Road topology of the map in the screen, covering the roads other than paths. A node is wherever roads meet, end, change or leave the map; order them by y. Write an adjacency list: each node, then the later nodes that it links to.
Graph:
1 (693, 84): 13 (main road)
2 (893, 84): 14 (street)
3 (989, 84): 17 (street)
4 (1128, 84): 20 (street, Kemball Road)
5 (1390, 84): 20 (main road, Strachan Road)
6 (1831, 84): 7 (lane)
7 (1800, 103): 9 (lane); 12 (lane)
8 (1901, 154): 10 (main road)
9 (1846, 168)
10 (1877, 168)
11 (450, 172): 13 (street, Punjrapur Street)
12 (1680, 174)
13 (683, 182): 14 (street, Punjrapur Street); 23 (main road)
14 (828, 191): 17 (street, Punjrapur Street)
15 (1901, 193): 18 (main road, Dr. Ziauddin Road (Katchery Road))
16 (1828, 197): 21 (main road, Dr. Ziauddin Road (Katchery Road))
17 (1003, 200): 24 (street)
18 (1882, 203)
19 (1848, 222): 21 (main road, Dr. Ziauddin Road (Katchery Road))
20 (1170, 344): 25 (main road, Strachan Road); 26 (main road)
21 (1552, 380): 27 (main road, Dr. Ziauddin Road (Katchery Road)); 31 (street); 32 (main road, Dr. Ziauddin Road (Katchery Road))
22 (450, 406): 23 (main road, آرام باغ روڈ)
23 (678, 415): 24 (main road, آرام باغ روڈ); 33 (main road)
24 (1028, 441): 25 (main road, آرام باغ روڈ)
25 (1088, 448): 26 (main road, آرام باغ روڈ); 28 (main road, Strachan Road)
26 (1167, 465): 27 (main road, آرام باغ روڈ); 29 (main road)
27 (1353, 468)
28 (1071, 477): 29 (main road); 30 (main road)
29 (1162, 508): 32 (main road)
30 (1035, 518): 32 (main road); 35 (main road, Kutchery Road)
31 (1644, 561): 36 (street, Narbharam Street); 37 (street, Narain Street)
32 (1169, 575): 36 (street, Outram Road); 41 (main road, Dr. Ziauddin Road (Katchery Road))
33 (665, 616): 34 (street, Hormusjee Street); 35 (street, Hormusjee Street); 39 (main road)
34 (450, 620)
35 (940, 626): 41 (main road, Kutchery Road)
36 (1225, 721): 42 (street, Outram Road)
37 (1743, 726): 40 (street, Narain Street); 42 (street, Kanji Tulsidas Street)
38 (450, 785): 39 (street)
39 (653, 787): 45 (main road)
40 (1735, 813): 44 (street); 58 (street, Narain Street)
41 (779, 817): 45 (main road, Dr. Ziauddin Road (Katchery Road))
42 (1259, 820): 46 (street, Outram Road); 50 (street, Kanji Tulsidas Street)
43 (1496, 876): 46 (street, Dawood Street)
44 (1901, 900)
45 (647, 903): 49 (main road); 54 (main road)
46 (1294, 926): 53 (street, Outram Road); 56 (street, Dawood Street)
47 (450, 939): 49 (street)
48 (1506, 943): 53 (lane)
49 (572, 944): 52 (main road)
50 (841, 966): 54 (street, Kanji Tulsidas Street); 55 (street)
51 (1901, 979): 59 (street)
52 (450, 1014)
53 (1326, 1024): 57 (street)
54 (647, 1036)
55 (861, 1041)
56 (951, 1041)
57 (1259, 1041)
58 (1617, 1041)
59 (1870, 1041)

++++++++++

§ **Exercise goal**: Exactly reproduce all of the entries.

§ **Task solution**:
Road topology of the map in the screen, covering the roads other than paths. A node is wherever roads meet, end, change or leave the map; order them by y. Write an adjacency list: each node, then the later nodes that it links to.
Graph:
1 (693, 84): 13 (main road)
2 (893, 84): 14 (street)
3 (989, 84): 17 (street)
4 (1128, 84): 20 (street, Kemball Road)
5 (1390, 84): 20 (main road, Strachan Road)
6 (1831, 84): 7 (lane)
7 (1800, 103): 9 (lane); 12 (lane)
8 (1901, 154): 10 (main road)
9 (1846, 168)
10 (1877, 168)
11 (450, 172): 13 (street, Punjrapur Street)
12 (1680, 174)
13 (683, 182): 14 (street, Punjrapur Street); 23 (main road)
14 (828, 191): 17 (street, Punjrapur Street)
15 (1901, 193): 18 (main road, Dr. Ziauddin Road (Katchery Road))
16 (1828, 197): 21 (main road, Dr. Ziauddin Road (Katchery Road))
17 (1003, 200): 24 (street)
18 (1882, 203)
19 (1848, 222): 21 (main road, Dr. Ziauddin Road (Katchery Road))
20 (1170, 344): 25 (main road, Strachan Road); 26 (main road)
21 (1552, 380): 27 (main road, Dr. Ziauddin Road (Katchery Road)); 31 (street); 32 (main road, Dr. Ziauddin Road (Katchery Road))
22 (450, 406): 23 (main road, آرام باغ روڈ)
23 (678, 415): 24 (main road, آرام باغ روڈ); 33 (main road)
24 (1028, 441): 25 (main road, آرام باغ روڈ)
25 (1088, 448): 26 (main road, آرام باغ روڈ); 28 (main road, Strachan Road)
26 (1167, 465): 27 (main road, آرام باغ روڈ); 29 (main road)
27 (1353, 468)
28 (1071, 477): 29 (main road); 30 (main road)
29 (1162, 508): 32 (main road)
30 (1035, 518): 32 (main road); 35 (main road, Kutchery Road)
31 (1644, 561): 36 (street, Narbharam Street); 37 (street, Narain Street)
32 (1169, 575): 36 (street, Outram Road); 41 (main road, Dr. Ziauddin Road (Katchery Road))
33 (665, 616): 34 (street, Hormusjee Street); 35 (street, Hormusjee Street); 39 (main road)
34 (450, 620)
35 (940, 626): 41 (main road, Kutchery Road)
36 (1225, 721): 42 (street, Outram Road)
37 (1743, 726): 40 (street, Narain Street); 42 (street, Kanji Tulsidas Street)
38 (450, 785): 39 (street)
39 (653, 787): 45 (main road)
40 (1735, 813): 44 (street); 58 (street, Narain Street)
41 (779, 817): 45 (main road, Dr. Ziauddin Road (Katchery Road))
42 (1259, 820): 46 (street, Outram Road); 50 (street, Kanji Tulsidas Street)
43 (1496, 876): 46 (street, Dawood Street)
44 (1901, 900)
45 (647, 903): 49 (main road); 54 (main road)
46 (1294, 926): 53 (street, Outram Road); 56 (street, Dawood Street)
47 (450, 939): 49 (street)
48 (1506, 943): 53 (lane)
49 (572, 944): 52 (main road)
50 (841, 966): 54 (street, Kanji Tulsidas Street); 55 (street)
51 (1901, 979): 59 (street)
52 (450, 1014)
53 (1326, 1024): 57 (street)
54 (647, 1036)
55 (861, 1041)
56 (951, 1041)
57 (1259, 1041)
58 (1617, 1041)
59 (1870, 1041)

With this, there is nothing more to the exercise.